El deseo de un dios por un simple pastor conlleva a una práctica sexual peculiar que si bien no es deshonrosa en sí misma debe desarrollarse dentro de una codificación que reproduzca la dominación de lo subalterno por lo más elevado. Sólo los efebos y esclavos (y por supuesto las mujeres) podían permitirse el placer de la pasividad. En el mito dionisíaco, la transgresión sexual queda insolublemente unida a una transgresión más profunda de tipo metafísico o escatológico, aquella que lo lleva a violar las puertas de acceso al Inframundo. Así el mito de Dionisos, como su culto, muestra una vez más su potencia subversiva y destructora de ciertas jerarquías impuestas.
Si hablamos de la acción de cavar la tierra, no podemos dejar de mencionar el vínculo con las ceremonias de enterramiento de cadáveres.
En un tiempo la práctica de la inhumación compitió con el fuego; luego terminó imponiéndose. Es por medio de aquella que los cadáveres son devueltos a la hondura implacable de la tierra.
Vale mencionar que la función de estas técnicas mortuorias como la inhumación y la cremación consistía en evitar el despedazamiento del cadáver por animales salvajes.
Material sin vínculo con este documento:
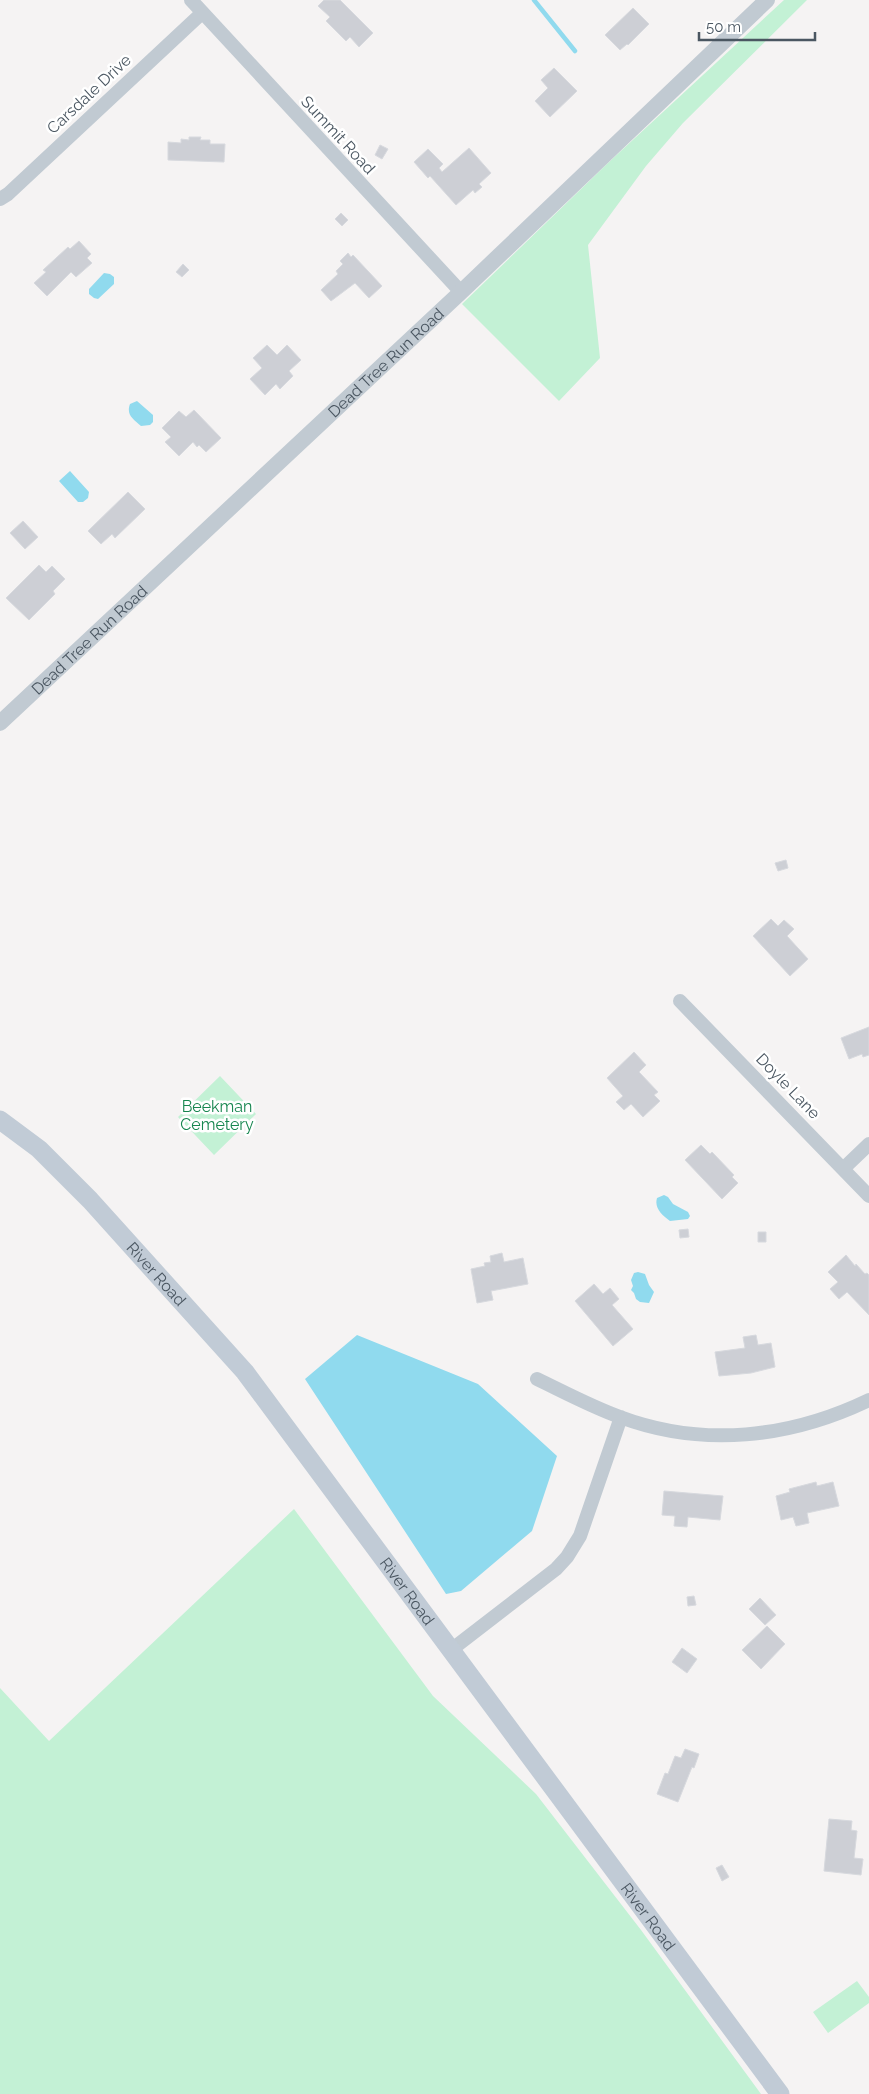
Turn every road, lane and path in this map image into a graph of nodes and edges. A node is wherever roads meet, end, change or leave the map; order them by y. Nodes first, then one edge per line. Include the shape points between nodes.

Lo esencial para los griegos era conservar el eidos o la forma y apariencia humana del muerto, sin la cual éste no podía acceder a la existencia inframundana.
Invariablemente, las aberturas en la tierra o roca fueron asociados con un acceso a la vida póstuma. Por lo que cuevas, grutas y túneles fueron en la antigüedad los intersticios por donde supo colarse la muerte. Generadores de un improbable pasaje y una inefable mezcla que tuvo a los vivos y muertos entre sus elementos.
Bibliografía
Kerényi, Karl. (2004). Eleusis, imagen arquetípica de la madre y la hija. Madrid: Siruela.
Vernant, Jean-Pierre. (1989). El individuo, la muerte y el amor en la antigua Grecia, Barcelona: Paidós.
Una cosmogonía donde el inframundo con Hades se adueña del misterio. Túneles para la catábasis, para el remo de Caronte y el amnésico río aleteo. Me gusta leerla a Gabriela
Muchas gracias! tan presentes esos túneles inframundanos aun (sobre todo) en estos tiempos.
Este ensayo, que me parece excelente, Gabriela, me hace salir un poco de mis túneles y cuevas.
Gracias, Orlando, por estas bellas palabras!